**GOAL OF THE EXERCISE**
Each record below needs to be written out exactly as it reads.

**SOURCE MATERIAL**
········

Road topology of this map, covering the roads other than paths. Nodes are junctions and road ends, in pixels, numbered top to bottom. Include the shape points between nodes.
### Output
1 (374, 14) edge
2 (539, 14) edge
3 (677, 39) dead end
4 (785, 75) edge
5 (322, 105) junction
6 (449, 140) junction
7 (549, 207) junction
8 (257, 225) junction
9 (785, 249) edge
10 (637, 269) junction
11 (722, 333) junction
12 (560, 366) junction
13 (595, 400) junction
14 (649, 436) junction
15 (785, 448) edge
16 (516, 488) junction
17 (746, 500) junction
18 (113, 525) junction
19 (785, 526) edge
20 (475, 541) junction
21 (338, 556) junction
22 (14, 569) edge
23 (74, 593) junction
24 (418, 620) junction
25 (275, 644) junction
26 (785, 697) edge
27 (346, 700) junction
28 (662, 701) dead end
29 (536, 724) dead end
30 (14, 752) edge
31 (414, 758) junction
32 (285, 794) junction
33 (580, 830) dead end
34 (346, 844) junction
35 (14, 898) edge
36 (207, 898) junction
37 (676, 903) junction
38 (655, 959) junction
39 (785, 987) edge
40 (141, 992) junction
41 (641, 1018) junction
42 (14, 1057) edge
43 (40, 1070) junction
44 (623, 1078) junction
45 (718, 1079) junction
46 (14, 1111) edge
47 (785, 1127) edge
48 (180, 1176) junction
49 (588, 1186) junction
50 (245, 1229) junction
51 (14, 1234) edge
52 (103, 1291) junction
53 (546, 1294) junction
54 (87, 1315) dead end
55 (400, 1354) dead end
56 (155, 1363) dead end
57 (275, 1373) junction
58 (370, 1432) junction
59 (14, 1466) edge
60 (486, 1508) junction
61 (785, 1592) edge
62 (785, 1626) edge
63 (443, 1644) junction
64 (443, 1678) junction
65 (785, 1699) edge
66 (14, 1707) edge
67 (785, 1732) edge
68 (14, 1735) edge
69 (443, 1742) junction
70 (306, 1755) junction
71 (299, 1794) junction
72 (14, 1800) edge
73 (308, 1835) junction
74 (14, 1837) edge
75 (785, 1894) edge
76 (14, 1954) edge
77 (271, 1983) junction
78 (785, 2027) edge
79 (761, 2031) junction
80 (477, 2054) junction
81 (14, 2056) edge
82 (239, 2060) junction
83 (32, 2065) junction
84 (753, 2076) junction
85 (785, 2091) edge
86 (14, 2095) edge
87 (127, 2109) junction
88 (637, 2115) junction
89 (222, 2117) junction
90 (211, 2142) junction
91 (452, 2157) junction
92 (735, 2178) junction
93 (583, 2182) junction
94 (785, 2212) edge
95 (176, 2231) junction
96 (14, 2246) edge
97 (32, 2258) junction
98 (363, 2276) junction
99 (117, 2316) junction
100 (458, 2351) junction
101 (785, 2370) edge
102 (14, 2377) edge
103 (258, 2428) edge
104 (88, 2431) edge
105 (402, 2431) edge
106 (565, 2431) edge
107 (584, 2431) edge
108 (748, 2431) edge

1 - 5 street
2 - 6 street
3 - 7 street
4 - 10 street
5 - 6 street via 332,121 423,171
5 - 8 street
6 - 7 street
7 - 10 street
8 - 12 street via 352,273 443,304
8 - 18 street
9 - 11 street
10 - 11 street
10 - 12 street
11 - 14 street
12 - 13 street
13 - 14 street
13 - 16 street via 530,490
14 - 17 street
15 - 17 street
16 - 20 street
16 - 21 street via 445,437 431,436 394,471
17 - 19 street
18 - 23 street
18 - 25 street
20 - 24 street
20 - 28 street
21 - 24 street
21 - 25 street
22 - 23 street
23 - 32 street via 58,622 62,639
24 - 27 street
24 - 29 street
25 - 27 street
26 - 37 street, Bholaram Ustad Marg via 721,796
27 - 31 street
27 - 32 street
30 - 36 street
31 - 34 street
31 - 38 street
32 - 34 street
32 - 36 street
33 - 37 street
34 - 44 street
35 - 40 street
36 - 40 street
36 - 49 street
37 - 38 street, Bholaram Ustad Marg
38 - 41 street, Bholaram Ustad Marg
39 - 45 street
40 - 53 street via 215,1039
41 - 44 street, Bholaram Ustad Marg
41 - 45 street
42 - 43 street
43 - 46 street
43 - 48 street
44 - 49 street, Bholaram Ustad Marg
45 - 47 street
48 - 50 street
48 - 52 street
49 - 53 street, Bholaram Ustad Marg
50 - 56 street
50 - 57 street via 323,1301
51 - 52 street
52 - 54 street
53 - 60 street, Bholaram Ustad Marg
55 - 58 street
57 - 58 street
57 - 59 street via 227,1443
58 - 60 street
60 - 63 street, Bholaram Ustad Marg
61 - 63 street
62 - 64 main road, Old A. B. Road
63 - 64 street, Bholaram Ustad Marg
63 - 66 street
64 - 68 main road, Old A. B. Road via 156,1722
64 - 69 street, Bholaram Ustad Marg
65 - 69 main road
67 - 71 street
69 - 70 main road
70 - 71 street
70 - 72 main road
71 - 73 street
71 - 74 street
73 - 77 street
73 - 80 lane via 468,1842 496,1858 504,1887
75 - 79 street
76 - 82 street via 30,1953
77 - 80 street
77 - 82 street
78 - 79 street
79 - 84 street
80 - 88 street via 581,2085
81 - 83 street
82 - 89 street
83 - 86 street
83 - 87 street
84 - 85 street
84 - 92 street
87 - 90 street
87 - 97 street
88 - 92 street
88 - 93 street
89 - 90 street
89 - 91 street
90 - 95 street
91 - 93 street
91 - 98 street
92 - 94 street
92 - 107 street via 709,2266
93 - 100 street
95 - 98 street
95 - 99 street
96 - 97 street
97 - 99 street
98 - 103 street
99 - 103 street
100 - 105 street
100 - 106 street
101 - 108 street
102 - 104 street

········

**ANSWER BOX**
Road topology of this map, covering the roads other than paths. Nodes are junctions and road ends, in pixels, numbered top to bottom. Include the shape points between nodes.
### Output
1 (374, 14) edge
2 (539, 14) edge
3 (677, 39) dead end
4 (785, 75) edge
5 (322, 105) junction
6 (449, 140) junction
7 (549, 207) junction
8 (257, 225) junction
9 (785, 249) edge
10 (637, 269) junction
11 (722, 333) junction
12 (560, 366) junction
13 (595, 400) junction
14 (649, 436) junction
15 (785, 448) edge
16 (516, 488) junction
17 (746, 500) junction
18 (113, 525) junction
19 (785, 526) edge
20 (475, 541) junction
21 (338, 556) junction
22 (14, 569) edge
23 (74, 593) junction
24 (418, 620) junction
25 (275, 644) junction
26 (785, 697) edge
27 (346, 700) junction
28 (662, 701) dead end
29 (536, 724) dead end
30 (14, 752) edge
31 (414, 758) junction
32 (285, 794) junction
33 (580, 830) dead end
34 (346, 844) junction
35 (14, 898) edge
36 (207, 898) junction
37 (676, 903) junction
38 (655, 959) junction
39 (785, 987) edge
40 (141, 992) junction
41 (641, 1018) junction
42 (14, 1057) edge
43 (40, 1070) junction
44 (623, 1078) junction
45 (718, 1079) junction
46 (14, 1111) edge
47 (785, 1127) edge
48 (180, 1176) junction
49 (588, 1186) junction
50 (245, 1229) junction
51 (14, 1234) edge
52 (103, 1291) junction
53 (546, 1294) junction
54 (87, 1315) dead end
55 (400, 1354) dead end
56 (155, 1363) dead end
57 (275, 1373) junction
58 (370, 1432) junction
59 (14, 1466) edge
60 (486, 1508) junction
61 (785, 1592) edge
62 (785, 1626) edge
63 (443, 1644) junction
64 (443, 1678) junction
65 (785, 1699) edge
66 (14, 1707) edge
67 (785, 1732) edge
68 (14, 1735) edge
69 (443, 1742) junction
70 (306, 1755) junction
71 (299, 1794) junction
72 (14, 1800) edge
73 (308, 1835) junction
74 (14, 1837) edge
75 (785, 1894) edge
76 (14, 1954) edge
77 (271, 1983) junction
78 (785, 2027) edge
79 (761, 2031) junction
80 (477, 2054) junction
81 (14, 2056) edge
82 (239, 2060) junction
83 (32, 2065) junction
84 (753, 2076) junction
85 (785, 2091) edge
86 (14, 2095) edge
87 (127, 2109) junction
88 (637, 2115) junction
89 (222, 2117) junction
90 (211, 2142) junction
91 (452, 2157) junction
92 (735, 2178) junction
93 (583, 2182) junction
94 (785, 2212) edge
95 (176, 2231) junction
96 (14, 2246) edge
97 (32, 2258) junction
98 (363, 2276) junction
99 (117, 2316) junction
100 (458, 2351) junction
101 (785, 2370) edge
102 (14, 2377) edge
103 (258, 2428) edge
104 (88, 2431) edge
105 (402, 2431) edge
106 (565, 2431) edge
107 (584, 2431) edge
108 (748, 2431) edge

1 - 5 street
2 - 6 street
3 - 7 street
4 - 10 street
5 - 6 street via 332,121 423,171
5 - 8 street
6 - 7 street
7 - 10 street
8 - 12 street via 352,273 443,304
8 - 18 street
9 - 11 street
10 - 11 street
10 - 12 street
11 - 14 street
12 - 13 street
13 - 14 street
13 - 16 street via 530,490
14 - 17 street
15 - 17 street
16 - 20 street
16 - 21 street via 445,437 431,436 394,471
17 - 19 street
18 - 23 street
18 - 25 street
20 - 24 street
20 - 28 street
21 - 24 street
21 - 25 street
22 - 23 street
23 - 32 street via 58,622 62,639
24 - 27 street
24 - 29 street
25 - 27 street
26 - 37 street, Bholaram Ustad Marg via 721,796
27 - 31 street
27 - 32 street
30 - 36 street
31 - 34 street
31 - 38 street
32 - 34 street
32 - 36 street
33 - 37 street
34 - 44 street
35 - 40 street
36 - 40 street
36 - 49 street
37 - 38 street, Bholaram Ustad Marg
38 - 41 street, Bholaram Ustad Marg
39 - 45 street
40 - 53 street via 215,1039
41 - 44 street, Bholaram Ustad Marg
41 - 45 street
42 - 43 street
43 - 46 street
43 - 48 street
44 - 49 street, Bholaram Ustad Marg
45 - 47 street
48 - 50 street
48 - 52 street
49 - 53 street, Bholaram Ustad Marg
50 - 56 street
50 - 57 street via 323,1301
51 - 52 street
52 - 54 street
53 - 60 street, Bholaram Ustad Marg
55 - 58 street
57 - 58 street
57 - 59 street via 227,1443
58 - 60 street
60 - 63 street, Bholaram Ustad Marg
61 - 63 street
62 - 64 main road, Old A. B. Road
63 - 64 street, Bholaram Ustad Marg
63 - 66 street
64 - 68 main road, Old A. B. Road via 156,1722
64 - 69 street, Bholaram Ustad Marg
65 - 69 main road
67 - 71 street
69 - 70 main road
70 - 71 street
70 - 72 main road
71 - 73 street
71 - 74 street
73 - 77 street
73 - 80 lane via 468,1842 496,1858 504,1887
75 - 79 street
76 - 82 street via 30,1953
77 - 80 street
77 - 82 street
78 - 79 street
79 - 84 street
80 - 88 street via 581,2085
81 - 83 street
82 - 89 street
83 - 86 street
83 - 87 street
84 - 85 street
84 - 92 street
87 - 90 street
87 - 97 street
88 - 92 street
88 - 93 street
89 - 90 street
89 - 91 street
90 - 95 street
91 - 93 street
91 - 98 street
92 - 94 street
92 - 107 street via 709,2266
93 - 100 street
95 - 98 street
95 - 99 street
96 - 97 street
97 - 99 street
98 - 103 street
99 - 103 street
100 - 105 street
100 - 106 street
101 - 108 street
102 - 104 street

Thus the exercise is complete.